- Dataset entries
++++++++
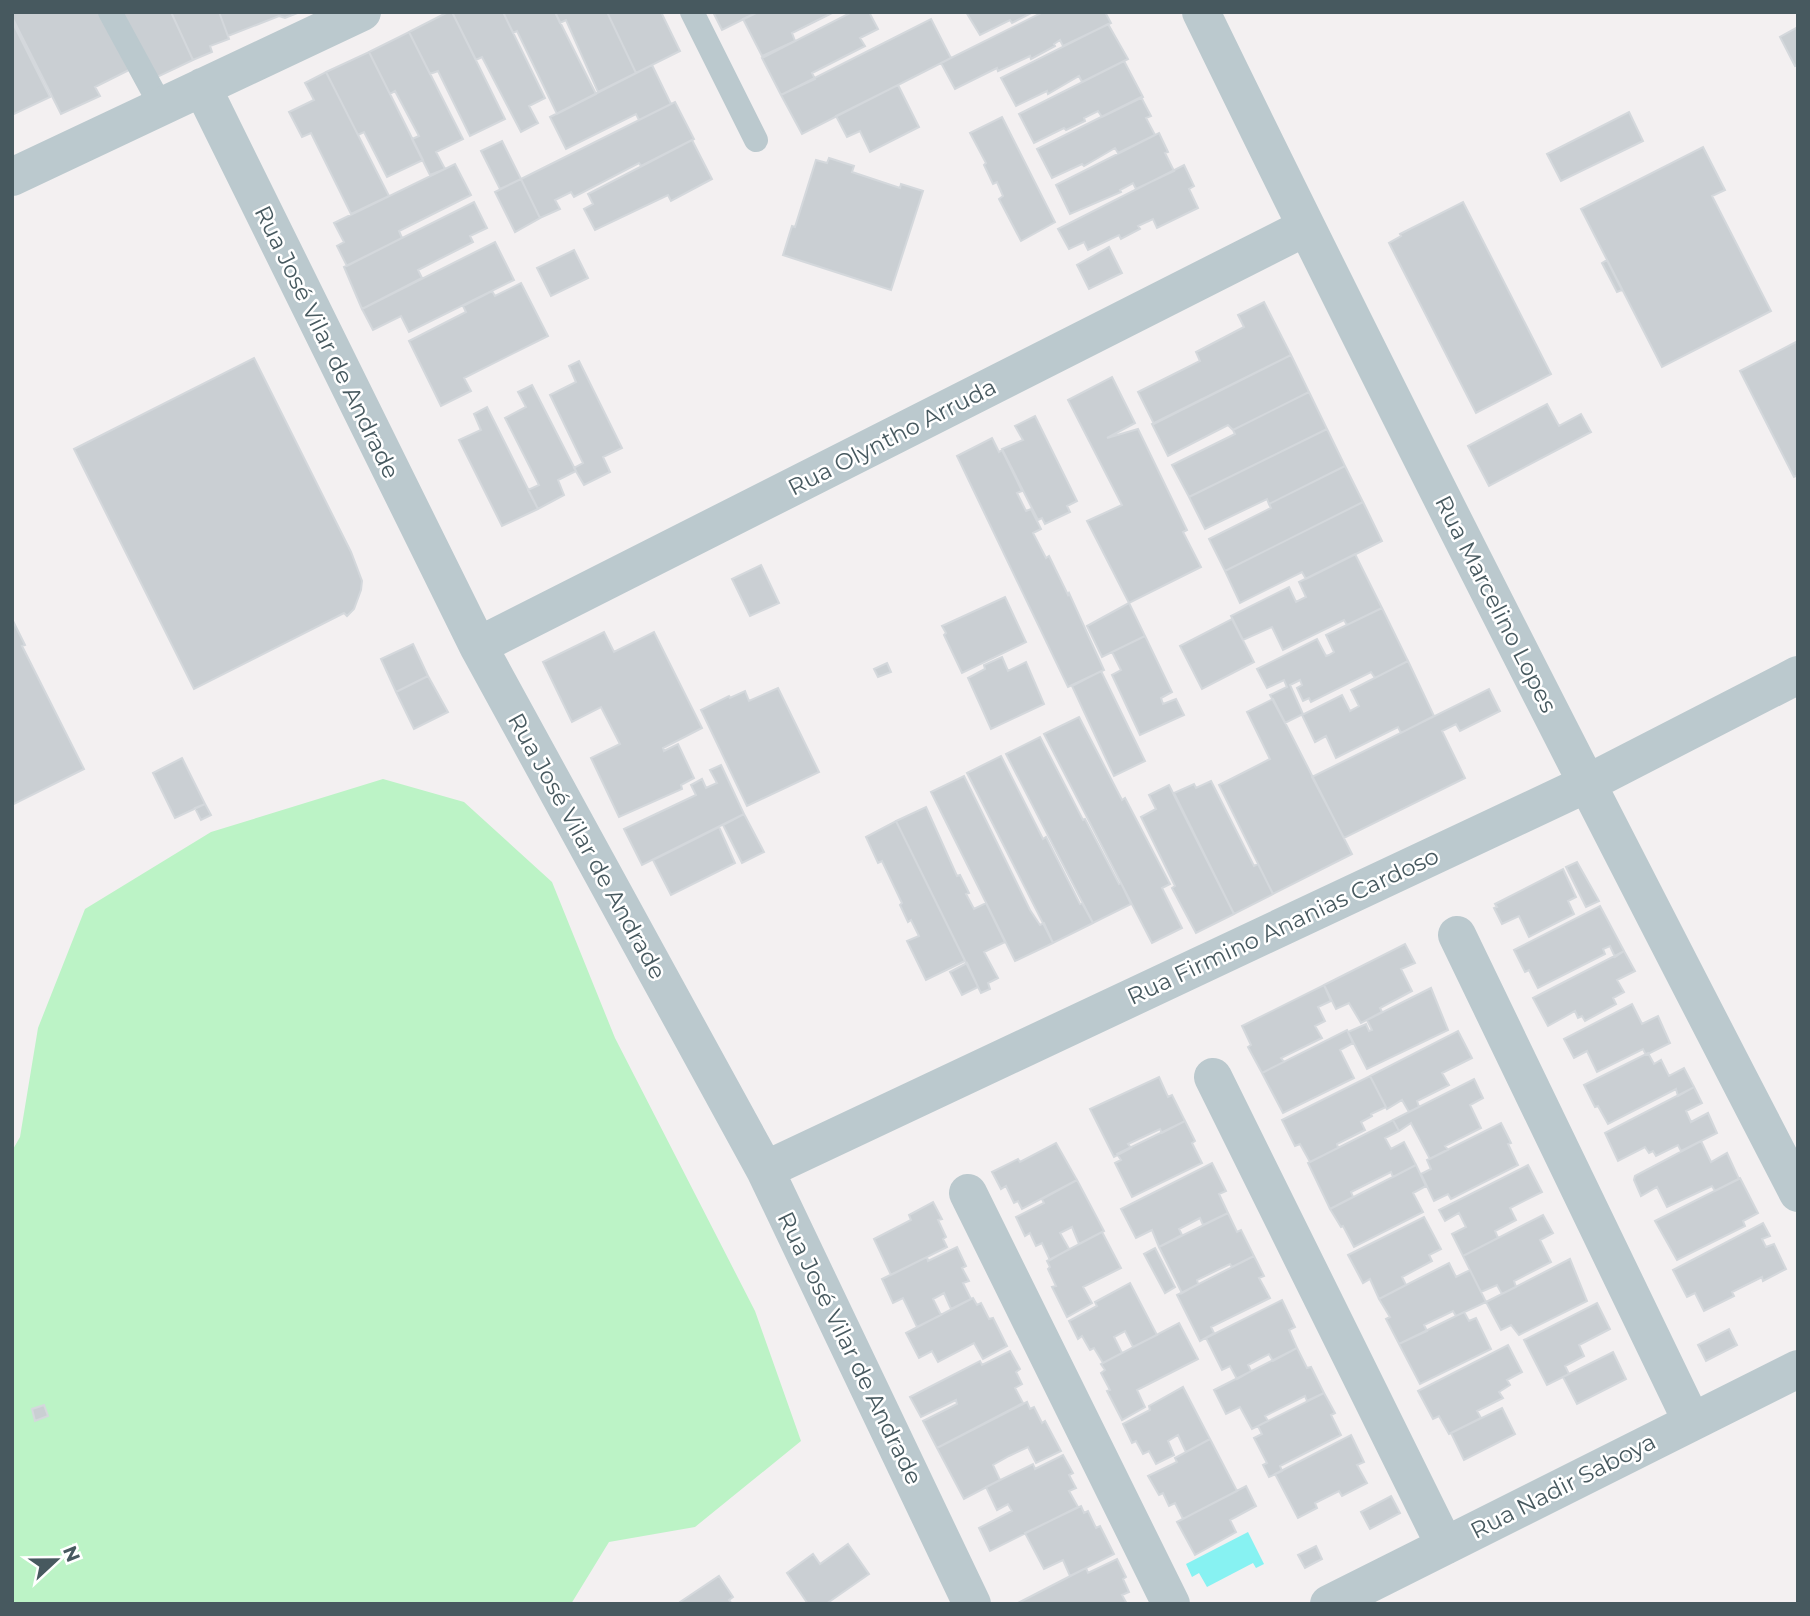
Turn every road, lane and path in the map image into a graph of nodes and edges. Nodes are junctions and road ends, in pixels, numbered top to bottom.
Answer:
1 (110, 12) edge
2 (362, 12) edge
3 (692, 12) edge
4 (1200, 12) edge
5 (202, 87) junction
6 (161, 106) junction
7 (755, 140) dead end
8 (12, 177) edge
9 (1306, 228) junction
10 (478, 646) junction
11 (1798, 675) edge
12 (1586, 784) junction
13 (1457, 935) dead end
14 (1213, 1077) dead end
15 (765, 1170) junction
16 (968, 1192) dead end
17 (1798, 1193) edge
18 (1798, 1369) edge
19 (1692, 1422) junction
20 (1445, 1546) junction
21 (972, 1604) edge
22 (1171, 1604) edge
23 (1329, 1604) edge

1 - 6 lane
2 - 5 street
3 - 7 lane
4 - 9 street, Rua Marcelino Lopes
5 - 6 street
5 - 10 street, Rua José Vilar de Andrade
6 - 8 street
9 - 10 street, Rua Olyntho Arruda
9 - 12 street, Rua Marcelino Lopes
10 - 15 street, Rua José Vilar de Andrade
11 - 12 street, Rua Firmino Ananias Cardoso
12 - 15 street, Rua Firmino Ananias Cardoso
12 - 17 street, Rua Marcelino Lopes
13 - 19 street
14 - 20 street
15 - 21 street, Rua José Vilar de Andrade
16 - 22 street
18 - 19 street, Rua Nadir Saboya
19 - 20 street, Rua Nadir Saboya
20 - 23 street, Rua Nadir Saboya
++++++++
- Exercise requirements
The records above must be repeated in full and exactly, but without any of the pictures.

- Result
Turn every road, lane and path in the map image into a graph of nodes and edges. Nodes are junctions and road ends, in pixels, numbered top to bottom.
Answer:
1 (110, 12) edge
2 (362, 12) edge
3 (692, 12) edge
4 (1200, 12) edge
5 (202, 87) junction
6 (161, 106) junction
7 (755, 140) dead end
8 (12, 177) edge
9 (1306, 228) junction
10 (478, 646) junction
11 (1798, 675) edge
12 (1586, 784) junction
13 (1457, 935) dead end
14 (1213, 1077) dead end
15 (765, 1170) junction
16 (968, 1192) dead end
17 (1798, 1193) edge
18 (1798, 1369) edge
19 (1692, 1422) junction
20 (1445, 1546) junction
21 (972, 1604) edge
22 (1171, 1604) edge
23 (1329, 1604) edge

1 - 6 lane
2 - 5 street
3 - 7 lane
4 - 9 street, Rua Marcelino Lopes
5 - 6 street
5 - 10 street, Rua José Vilar de Andrade
6 - 8 street
9 - 10 street, Rua Olyntho Arruda
9 - 12 street, Rua Marcelino Lopes
10 - 15 street, Rua José Vilar de Andrade
11 - 12 street, Rua Firmino Ananias Cardoso
12 - 15 street, Rua Firmino Ananias Cardoso
12 - 17 street, Rua Marcelino Lopes
13 - 19 street
14 - 20 street
15 - 21 street, Rua José Vilar de Andrade
16 - 22 street
18 - 19 street, Rua Nadir Saboya
19 - 20 street, Rua Nadir Saboya
20 - 23 street, Rua Nadir Saboya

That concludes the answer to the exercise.